About this exercise: Leave the pictures in the listing below aside and reproduce exactly the lines starting with the one with "Input: one rendered" and going on through the one with "Give me a JSON", both ends included.

Task data:
****************

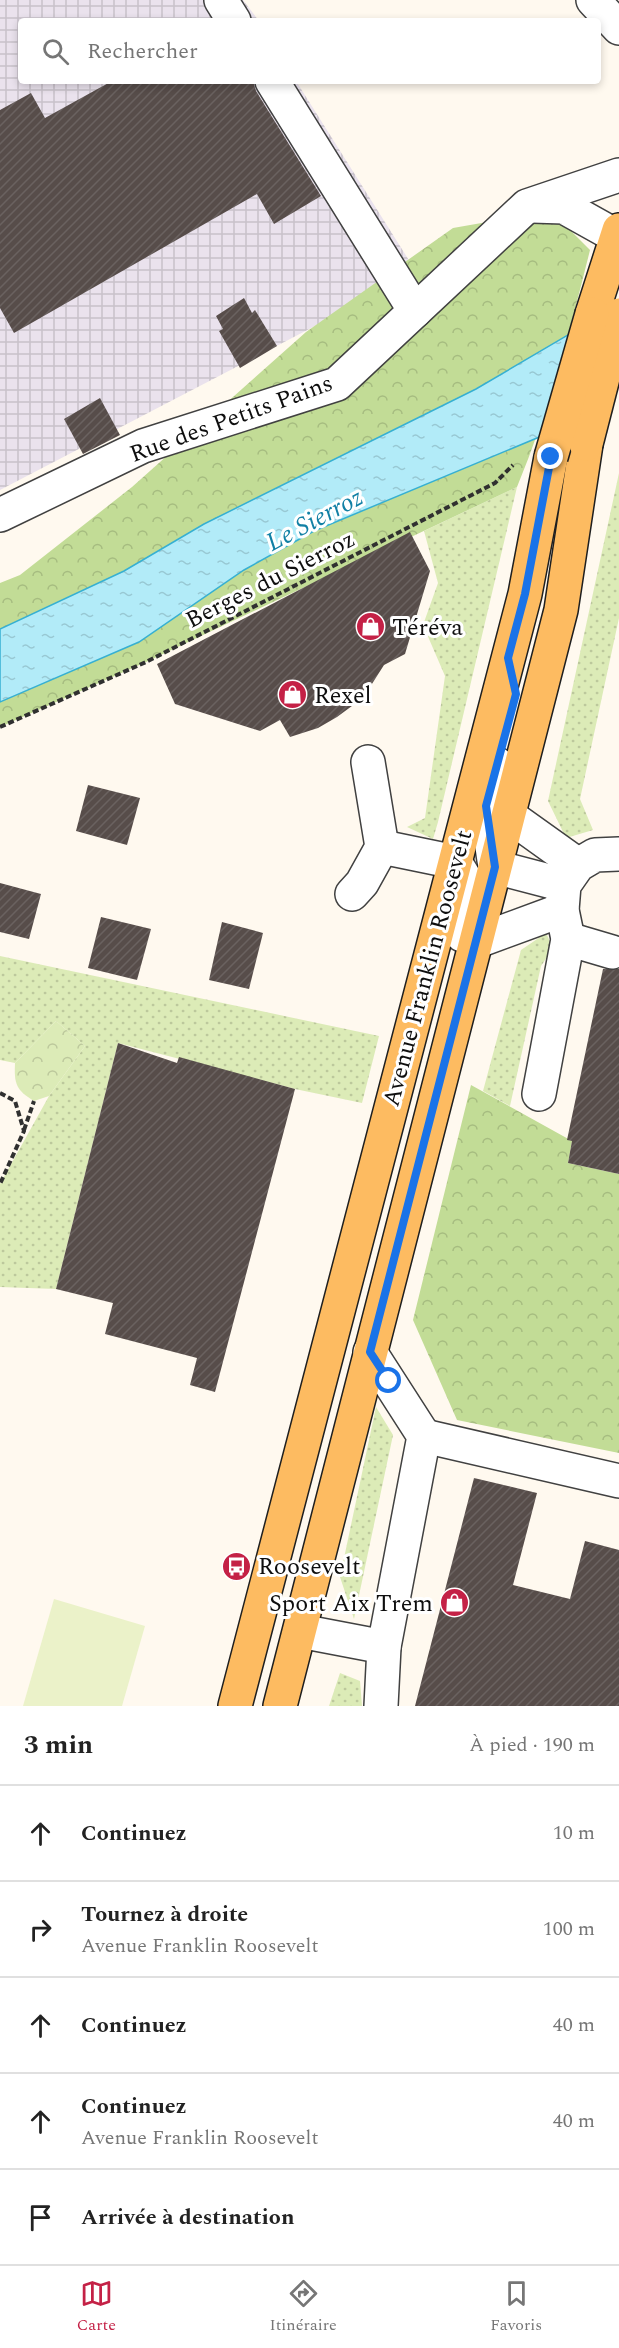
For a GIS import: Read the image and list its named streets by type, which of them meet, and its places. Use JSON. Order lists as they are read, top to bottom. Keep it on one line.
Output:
{"streets":{"main road":["Avenue Franklin Roosevelt"],"street":["Rue des Petits Pains"],"path":["Berges du Sierroz"]},"water":["Le Sierroz"],"places":{"shop":["Téréva","Rexel","Sport Aix Trem"],"bus stop":["Roosevelt"]},"page":{"search":"Rechercher","heading":["3 min","À pied · 190 m"],"list":[["Continuez","10 m"],["Tournez à droite","Avenue Franklin Roosevelt","100 m"],["Continuez","40 m"],["Continuez","Avenue Franklin Roosevelt","40 m"],"Arrivée à destination"],"nav":["Carte","Itinéraire","Favoris"]}}
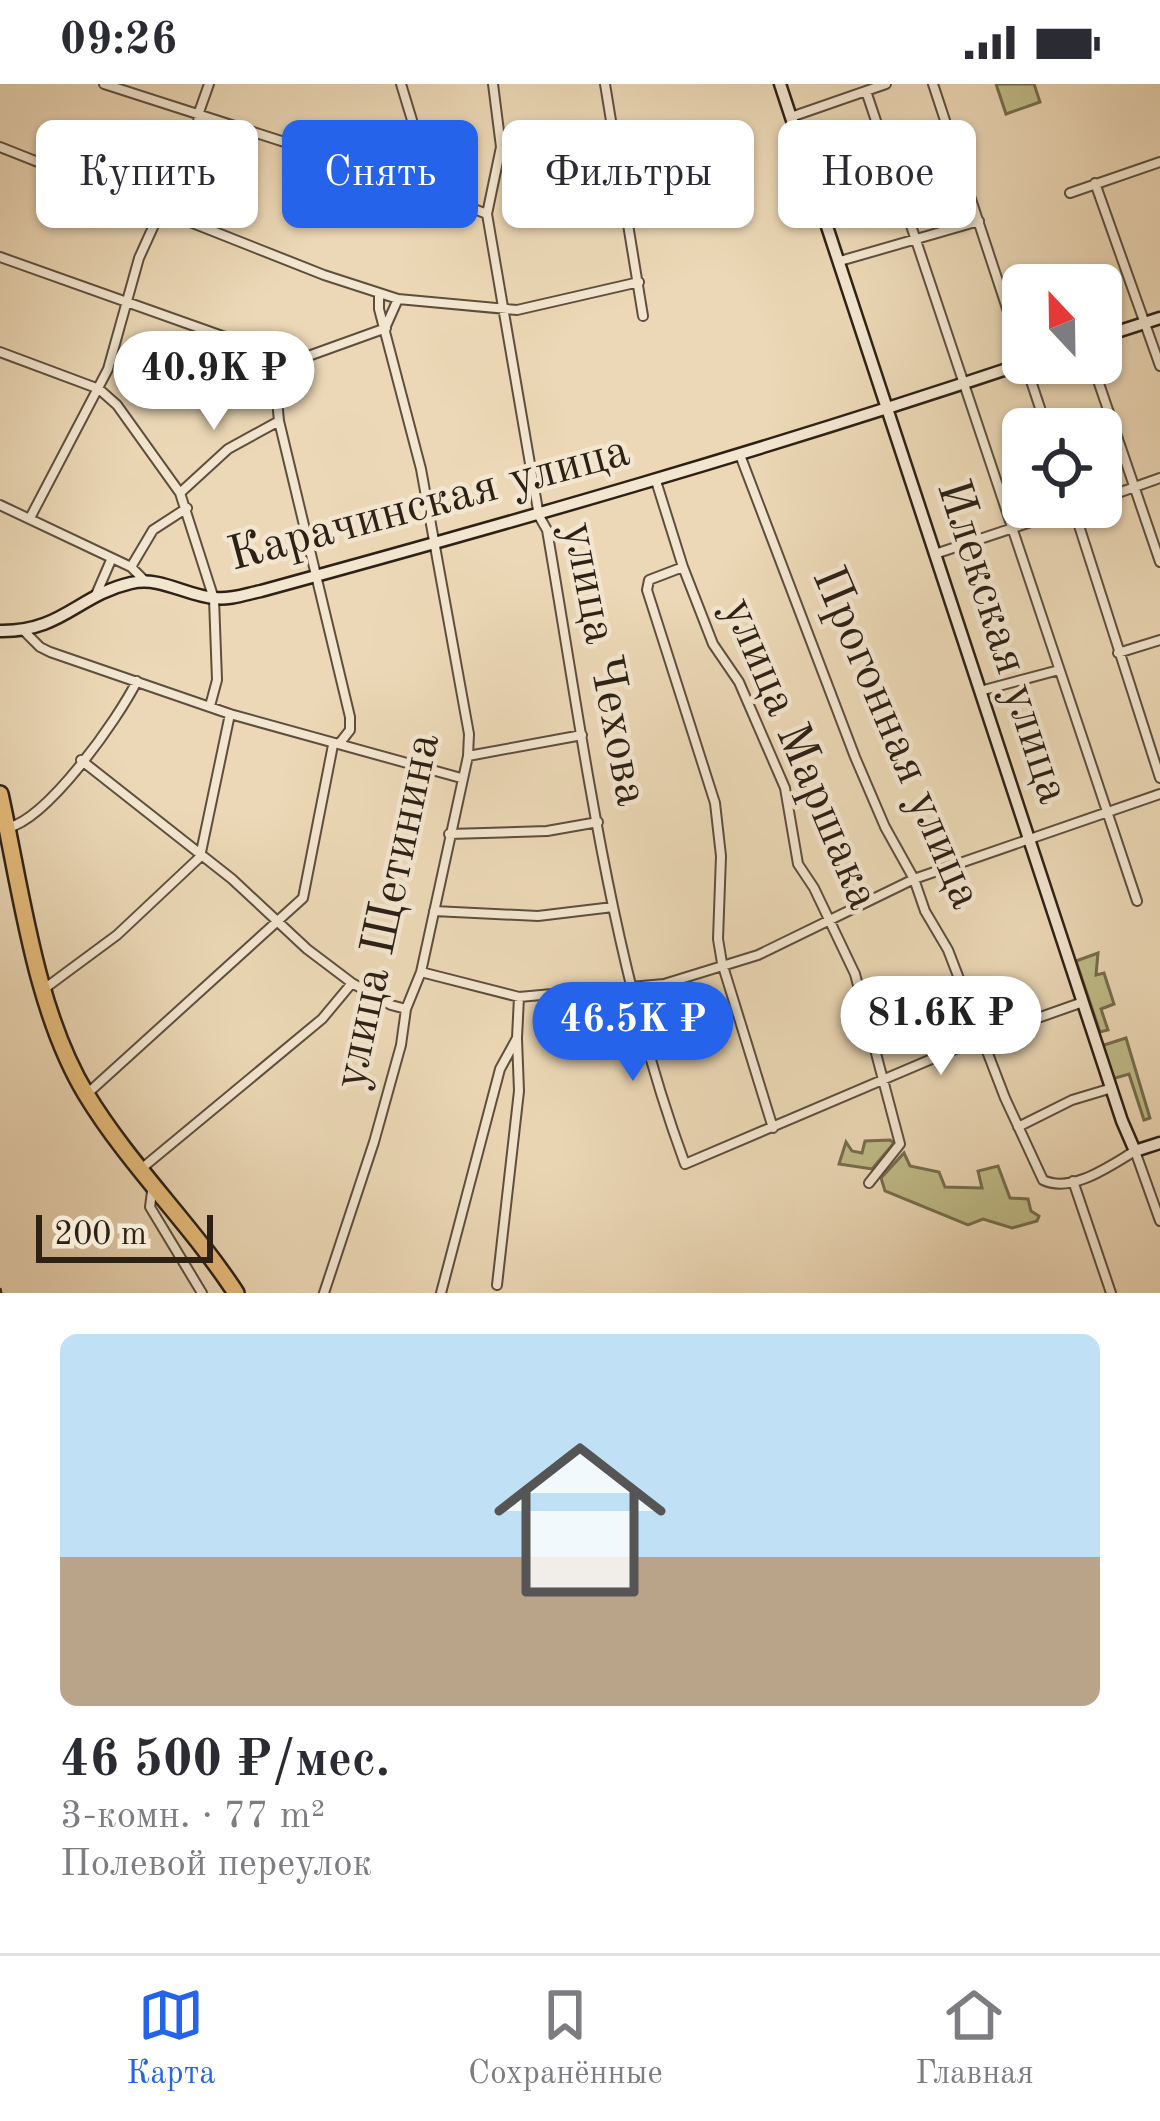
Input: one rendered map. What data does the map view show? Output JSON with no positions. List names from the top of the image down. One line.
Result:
{"streets":{"street":["Карачинская улица","Илекская улица","улица Чехова","Прогонная улица","улица Маршака","улица Щетинина"]},"crossings":[["Карачинская улица","Илекская улица"],["Карачинская улица","улица Чехова"],["Карачинская улица","Прогонная улица"],["Карачинская улица","улица Маршака"],["Карачинская улица","улица Щетинина"]],"scale_bar":"200 m","north":"top","page":{"status":"09:26","chip":["Купить","Снять","Фильтры","Новое"],"price":["40.9K ₽","81.6K ₽","46.5K ₽"],"scale":"200 m","list":[{"name":"46 500 ₽/мес.","note":"3-комн. · 77 m² · Полевой переулок"}],"tabs":["Карта","Сохранённые","Главная"]}}
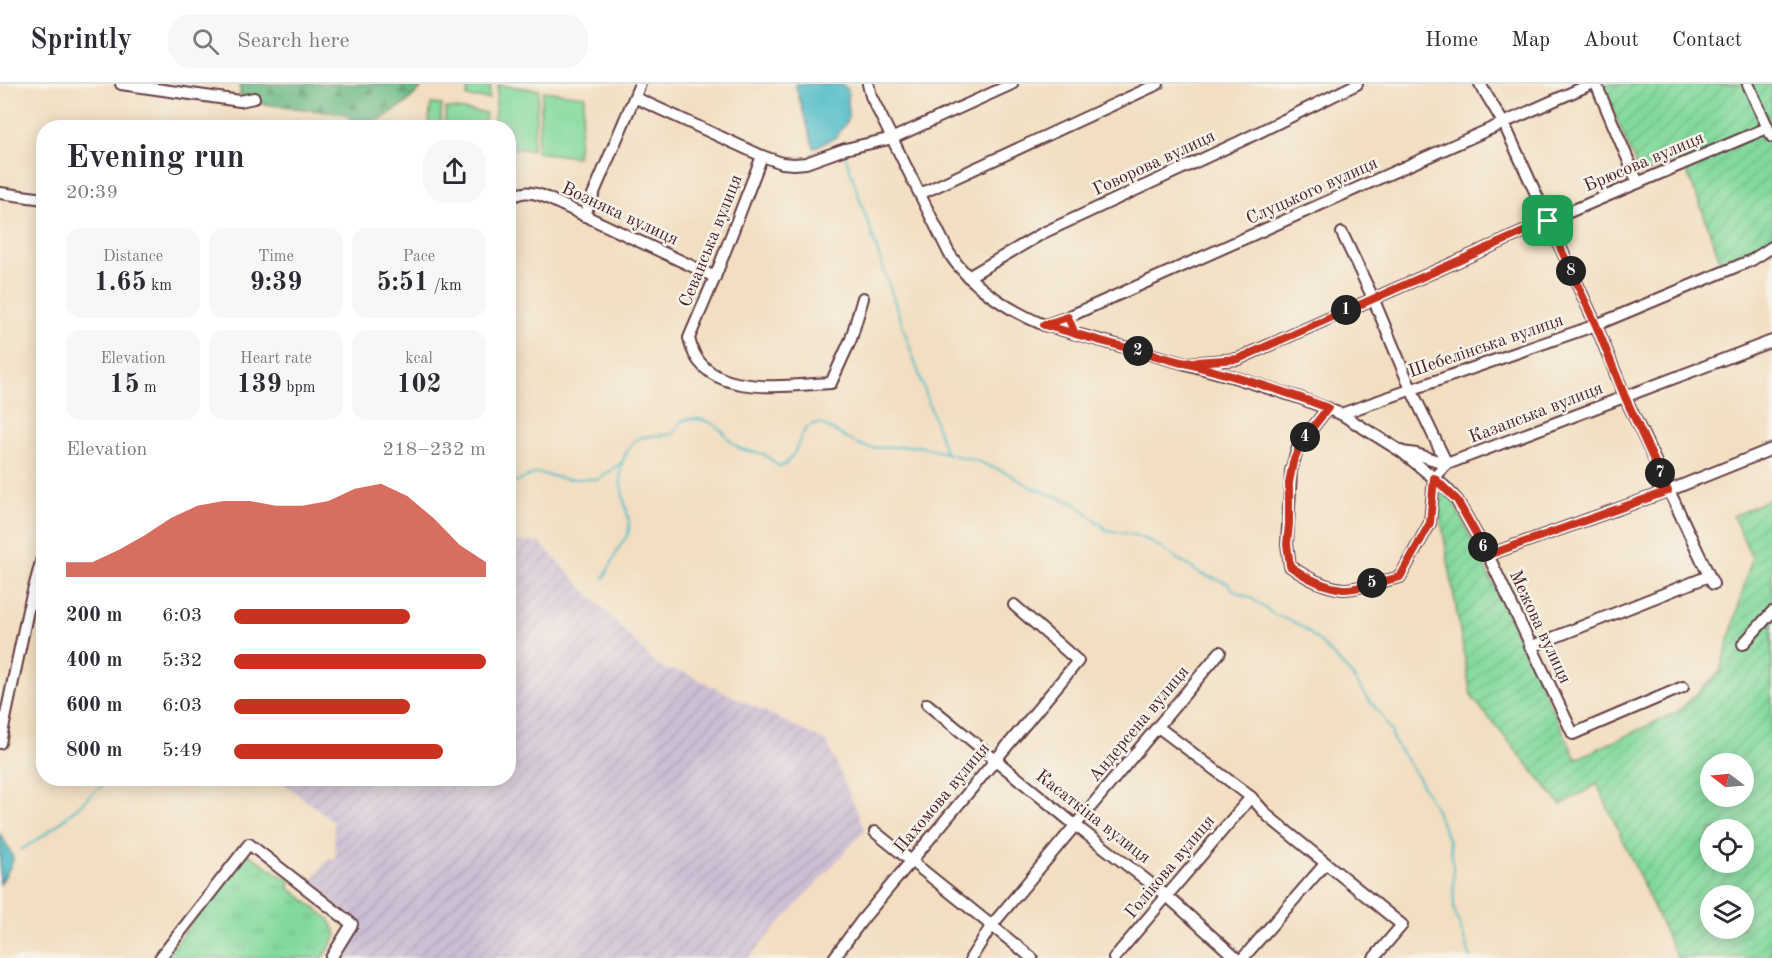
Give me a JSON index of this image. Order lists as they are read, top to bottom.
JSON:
{
  "streets": {
    "street": [
      "Брюсова вулиця",
      "Говорова вулиця",
      "Слуцького вулиця",
      "Возняка вулиця",
      "Севанська вулиця",
      "Шебелінська вулиця",
      "Казанська вулиця",
      "Межова вулиця",
      "Андерсена вулиця",
      "Пахомова вулиця",
      "Касаткіна вулиця",
      "Голікова вулиця"
    ]
  },
  "crossings": [
    ["Возняка вулиця", "Севанська вулиця"],
    ["Шебелінська вулиця", "Казанська вулиця"],
    ["Шебелінська вулиця", "Межова вулиця"],
    ["Казанська вулиця", "Межова вулиця"],
    ["Андерсена вулиця", "Касаткіна вулиця"],
    ["Пахомова вулиця", "Касаткіна вулиця"],
    ["Касаткіна вулиця", "Голікова вулиця"]
  ],
  "north": "left",
  "page": {
    "header": "Sprintly",
    "search": "Search here",
    "nav": [
      "Home",
      "Map",
      "About",
      "Contact"
    ],
    "heading": ["Evening run", "20:39"],
    "stats": [
      ["Distance", "1.65 km"],
      ["Time", "9:39"],
      ["Pace", "5:51 /km"],
      ["Elevation", "15 m"],
      ["Heart rate", "139 bpm"],
      ["kcal", "102"]
    ],
    "pins": [
      "8",
      "1",
      "2",
      "4",
      "7",
      "6",
      "5"
    ],
    "chart": ["Elevation", "218–232 m"],
    "list": [
      {
        "name": "200 m",
        "note": "6:03"
      },
      {
        "name": "400 m",
        "note": "5:32"
      },
      {
        "name": "600 m",
        "note": "6:03"
      },
      {
        "name": "800 m",
        "note": "5:49"
      }
    ]
  }
}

****************

Reply to the task:
Input: one rendered map. What data does the map view show? Output JSON with no positions. List names from the top of the image down. One line.
Result:
{"streets":{"street":["Карачинская улица","Илекская улица","улица Чехова","Прогонная улица","улица Маршака","улица Щетинина"]},"crossings":[["Карачинская улица","Илекская улица"],["Карачинская улица","улица Чехова"],["Карачинская улица","Прогонная улица"],["Карачинская улица","улица Маршака"],["Карачинская улица","улица Щетинина"]],"scale_bar":"200 m","north":"top","page":{"status":"09:26","chip":["Купить","Снять","Фильтры","Новое"],"price":["40.9K ₽","81.6K ₽","46.5K ₽"],"scale":"200 m","list":[{"name":"46 500 ₽/мес.","note":"3-комн. · 77 m² · Полевой переулок"}],"tabs":["Карта","Сохранённые","Главная"]}}
Give me a JSON index of this image. Order lists as they are read, top to bottom.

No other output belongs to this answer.